In memory of September 11, 2001, a day of silence. No music today, no EAR FARMing today. This is not meant to be somber, and not to make some grand statement, but rather because five years ago today the world became a completely different place for me. Because, to me, it's important for the world to never forget what happened here in New York five years ago. And because on that day, for the first time in my life, I could not (had no desire to) listen to music.
I moved to New York City by myself in July of 2001. One month later my girlfriend moved to NY and one short month after that our city, our nation, was attacked. I had called in sick to work that day (out of the blue I didn't feel well when I woke up) and we got a phone call at about 9am from a family member saying that an airplane had hit one of the Twin Towers. "Pssh," I thought, "that's nothing...just a Cessna or something small, probably happens all the time". Then, I turned on CNN. As soon as I saw the image on TV I realized the scale of what was happening was much more massive than I'd considered. I grabbed my video camera and ran outside.
At the time we lived in the West Village with a clear view directly down 7th ave to the World Trade Center. I wanted to get as close as I could to the buildings as I felt some duty to capture what was going on on video. Thankfully my girlfriend made us stop a safe distance away and I started to videotape and watch. To see and feel the attacks of September 11th mere blocks away, in the street with thousands of other people, is something I don't think I can quite put into words. Somewhere between those who were actually on site (and in the buildings) and the rest of you who watched on television, we people who lived and worked in lower Manhattan were devastated and in shock. In an email from that day five years ago I wrote: "As terrible and shocking as it all was, the most horrible sight I have ever seen was when the first tower collapsed. The feelings of shock, anger, disgust, horror, and hatred rushed through my mind and the streets. People screamed and wailed. One of the twin towers had fallen. America had been attacked. Rescue attempts would be nearly impossible and none of us in New York, or the world, would ever be the same again. The second tower fell and I felt so totally helpless as I was watching thousands of people die before my eyes."
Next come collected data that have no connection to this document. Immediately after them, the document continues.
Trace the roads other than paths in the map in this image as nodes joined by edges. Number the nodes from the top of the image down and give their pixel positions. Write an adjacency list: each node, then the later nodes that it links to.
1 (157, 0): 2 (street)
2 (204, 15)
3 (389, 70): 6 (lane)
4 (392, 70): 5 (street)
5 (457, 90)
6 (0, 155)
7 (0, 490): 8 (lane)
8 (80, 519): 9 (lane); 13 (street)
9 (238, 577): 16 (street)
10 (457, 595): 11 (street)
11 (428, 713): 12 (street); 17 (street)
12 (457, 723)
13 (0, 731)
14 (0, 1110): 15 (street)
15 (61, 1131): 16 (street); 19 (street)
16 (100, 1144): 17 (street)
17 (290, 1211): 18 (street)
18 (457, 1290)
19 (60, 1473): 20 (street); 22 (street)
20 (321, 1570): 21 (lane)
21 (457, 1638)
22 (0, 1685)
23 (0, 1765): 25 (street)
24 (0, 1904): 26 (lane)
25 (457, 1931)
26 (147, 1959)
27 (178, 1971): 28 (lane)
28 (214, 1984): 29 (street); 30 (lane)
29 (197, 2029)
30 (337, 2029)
In the days following September 11, 2001, my neighborhood was silent. War-zone silent. From time to time the sirens of emergency vehicles would cut through the debris filled air. You could feel the collective anxiety of your neighbors and when someone on the street stopped and asked "How are you doing?" you could feel that they actually meant it. That they were asking, "are you okay, is there anything I can do to help you out?" Each day was spent trying to be normal, trying to get out to the stores that were open...trying to walk around a bit before returning to the safety of the apartment and to watch the news. I remember wondering what the rest of the country was thinking and feeling. Were they heartbroken and terrified like we were?
As I said, I couldn't listen to music for at least a week after the attacks of September 11th. I just didn't want to. For the first time in my life the notion of listening to music was repulsive escapism. I wish that wasn't the case, I wish I had some great song that helped get me through those days, weeks/months, after the attacks but I didn't. I wish there had been something else, something other than silence.
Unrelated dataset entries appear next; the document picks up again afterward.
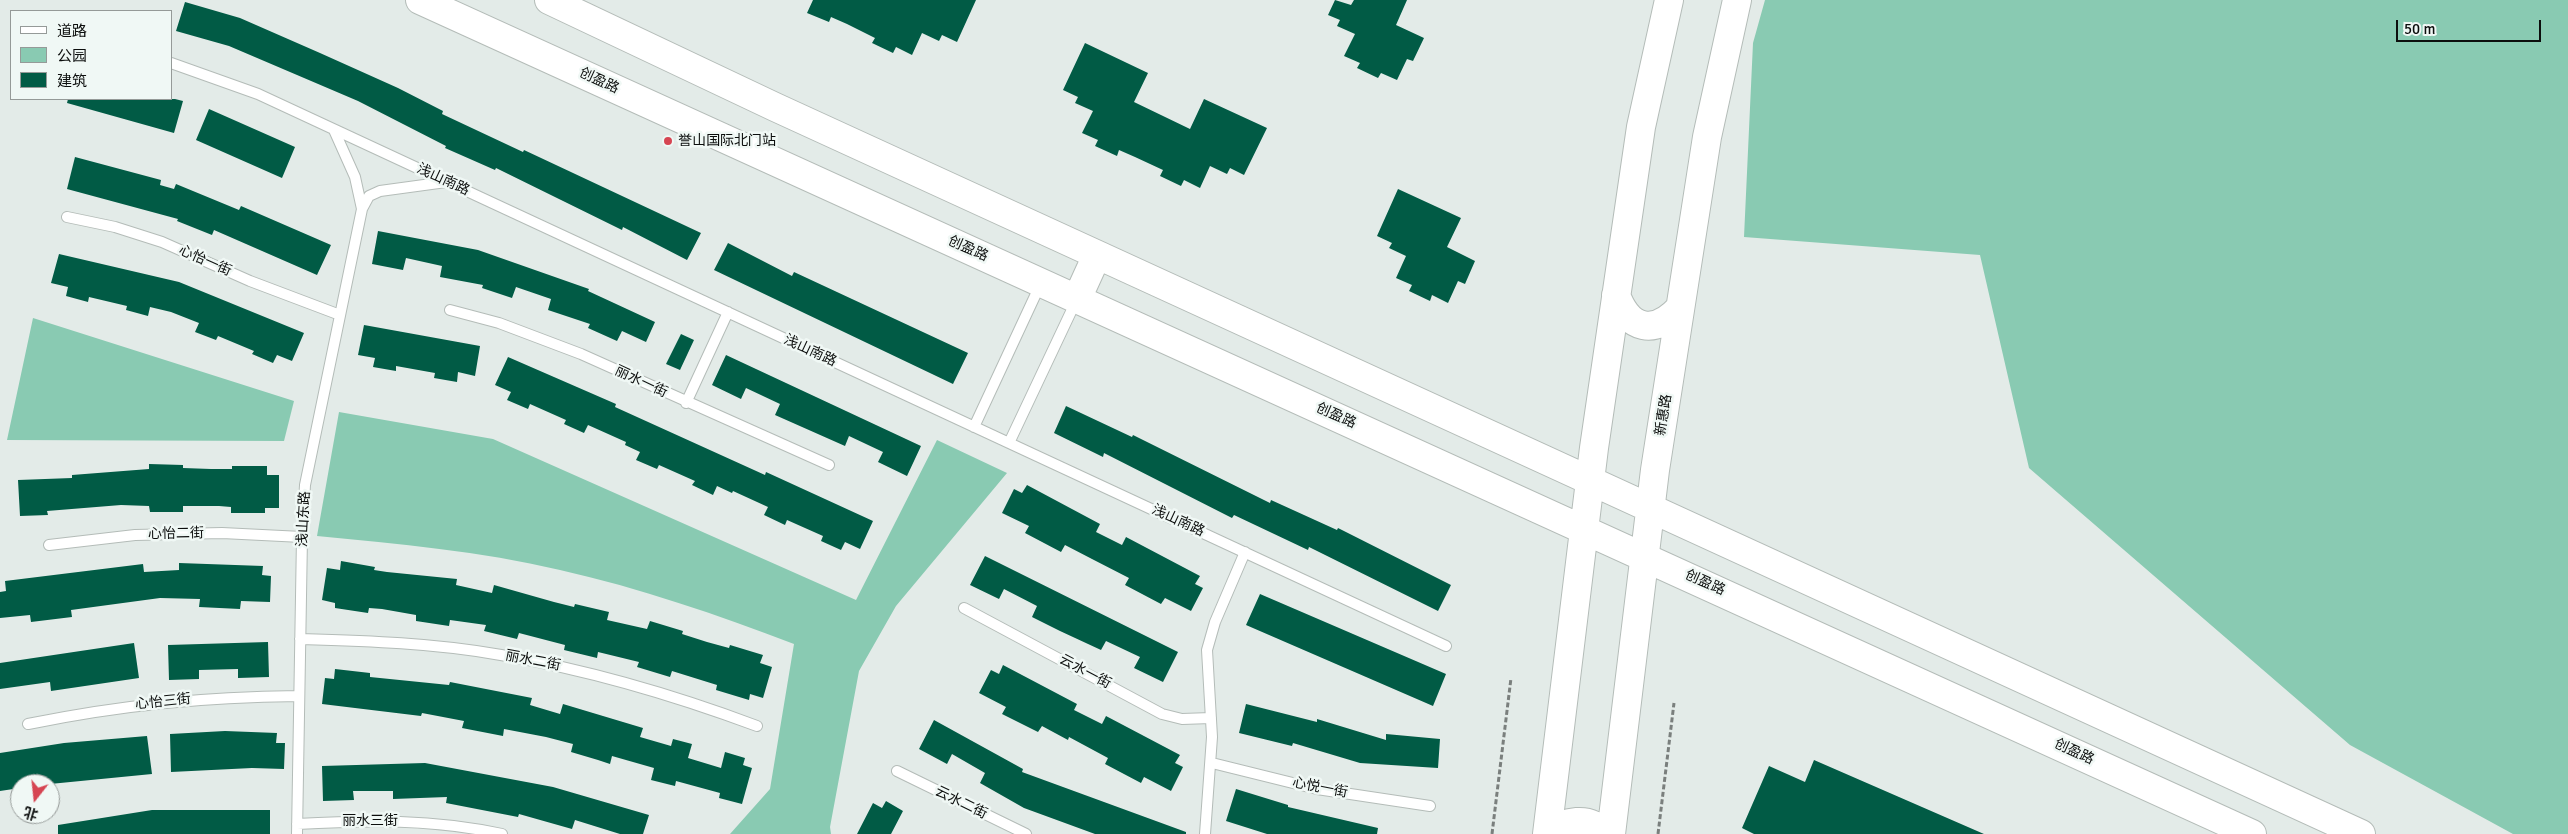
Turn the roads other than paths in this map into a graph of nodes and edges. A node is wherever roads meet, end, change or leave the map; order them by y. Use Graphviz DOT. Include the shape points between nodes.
graph roads {
  1 [pos="420,0"];
  2 [pos="550,0"];
  3 [pos="1669,0"];
  4 [pos="1737,0"];
  5 [pos="172,63"];
  6 [pos="334,130"];
  7 [pos="447,182"];
  8 [pos="362,209"];
  9 [pos="67,217"];
  10 [pos="1097,255"];
  11 [pos="1041,282"];
  12 [pos="1616,295"];
  13 [pos="1077,299"];
  14 [pos="1680,308"];
  15 [pos="450,310"];
  16 [pos="728,312"];
  17 [pos="340,315"];
  18 [pos="686,403"];
  19 [pos="974,427"];
  20 [pos="1009,443"];
  21 [pos="829,465"];
  22 [pos="1590,481"];
  23 [pos="1650,508"];
  24 [pos="1584,529"];
  25 [pos="302,538"];
  26 [pos="49,544"];
  27 [pos="1245,552"];
  28 [pos="1645,556"];
  29 [pos="964,608"];
  30 [pos="300,639"];
  31 [pos="1446,646"];
  32 [pos="299,696"];
  33 [pos="1211,718"];
  34 [pos="28,724"];
  35 [pos="757,726"];
  36 [pos="1212,763"];
  37 [pos="897,771"];
  38 [pos="1430,806"];
  39 [pos="297,829"];
  40 [pos="502,834"];
  41 [pos="1026,834"];
  42 [pos="1205,834"];
  43 [pos="1548,834"];
  44 [pos="1604,834"];
  45 [pos="1611,834"];
  46 [pos="2252,834"];
  47 [pos="2361,834"];
  1 -- 11 [label="street, 创盈路"];
  2 -- 10 [label="street" via="775,108"];
  3 -- 12 [label="street" via="1641,127"];
  4 -- 14 [label="street, 新惠路" via="1707,137"];
  5 -- 6 [label="lane, 浅山南路" via="258,94"];
  6 -- 7 [label="lane, 浅山南路"];
  6 -- 8 [label="lane, 浅山东路" via="355,177"];
  7 -- 8 [label="lane" via="380,191 370,196"];
  7 -- 16 [label="lane, 浅山南路"];
  8 -- 17 [label="lane, 浅山东路"];
  9 -- 17 [label="lane, 心怡一街" via="115,227 162,242 250,281"];
  10 -- 13 [label="street"];
  10 -- 22 [label="street"];
  11 -- 13 [label="street, 创盈路"];
  11 -- 19 [label="lane"];
  12 -- 14 [label="street" via="1622,311 1635,323 1660,324 1668,321"];
  12 -- 22 [label="street"];
  13 -- 20 [label="lane"];
  13 -- 24 [label="street, 创盈路"];
  14 -- 23 [label="street, 新惠路"];
  15 -- 18 [label="lane, 丽水一街" via="499,323 581,354"];
  16 -- 18 [label="lane"];
  16 -- 19 [label="lane, 浅山南路"];
  17 -- 25 [label="lane, 浅山东路" via="306,485"];
  18 -- 21 [label="lane, 丽水一街"];
  19 -- 20 [label="lane, 浅山南路"];
  20 -- 27 [label="lane, 浅山南路"];
  22 -- 23 [label="street"];
  22 -- 24 [label="street"];
  23 -- 28 [label="street, 新惠路"];
  23 -- 47 [label="street"];
  24 -- 28 [label="street, 创盈路"];
  24 -- 43 [label="street"];
  25 -- 26 [label="lane, 心怡二街" via="222,533 135,535"];
  25 -- 30 [label="lane, 浅山东路"];
  27 -- 31 [label="lane, 浅山南路"];
  27 -- 33 [label="lane" via="1215,622 1207,650"];
  28 -- 45 [label="street, 新惠路"];
  28 -- 46 [label="street, 创盈路"];
  29 -- 33 [label="lane, 云水一街" via="1162,714 1182,719"];
  30 -- 32 [label="lane, 浅山东路"];
  30 -- 35 [label="lane, 丽水二街" via="405,644 500,654 631,683"];
  32 -- 34 [label="lane, 心怡三街" via="163,701 95,710"];
  32 -- 39 [label="lane, 浅山东路"];
  33 -- 36 [label="lane"];
  36 -- 38 [label="lane, 心悦一街" via="1317,789"];
  36 -- 42 [label="lane"];
  37 -- 41 [label="lane, 云水二街"];
  39 -- 40 [label="lane, 丽水三街" via="358,820 419,822"];
  43 -- 44 [label="street" via="1558,826 1573,822 1588,823"];
}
I don't even remember what music I finally listened to when I did start to listen to music again but I do remember everything about that day five years ago. I remember the sight, the sounds, the smells, the emotions, the fear. The cloud of smoke/debris lingered for what seemed like months before it dissipated. In much the same way I think the events of that day stayed with the people of this country heavily at first, and over time have faded. There are now fictionalized movies and TV shows and the news will surely hammer home the images from that day over and over. Is this some kind of national coping mechanism? Well I don't want to see movies made by Oliver Stone, or ABC, and I don 't want to watch CNN's original broadcasts from September 11th on their "pipeline" (whatever that is). I just want to remember, in my own way, what it was like five years ago. What it was like on the day when music no longer mattered.
That's the post I had written for today. While it's important for all of us to never forget what happened on September 11, 2001 it's equally important that we DO listen to music. So that we're not punishing ourselves by re-living life as it was on that day but that we remember it and then do our best to carry on. That we DO maintain our sense of humor, our sense of freedom, and our distinct ability to say "FUCK YOU" when we've been wronged. So what I've got for you is a very special mini-mix just for today.
Recently Osama bin Laden's ex let the world know that he had quite a crush on Whitney Houston. So much so that he thought about killing her husband, Bobby Brown. Well, in the spirit of the US military's use of heavy metal music against Manuel Noriega when he took refuge in the Vatican embassy in Panama City I offer the following Bobby Brown songs. I propose that today the entire world download these songs and play them on repeat. From here to Tora Bora let the world crank this crackhead's music up to eleven as we raise a big middle finger to Osama bin Laden and al-Qaeda. Listen in pain you tall-ass crackwhore loving terrorist son of a bitch!
- "Cool It Now" - New Edition
- "Mr. Telephone Man" - Bobby Brown & New Edition
- "Don't Be Cruel" - Bobby Brown
- "My Prerogative" - Bobby Brown
- "Something In Common" - Bobby Brown & Whitney Houston
EAR FARM will resume normal posting tomorrow, September 12th, 2006.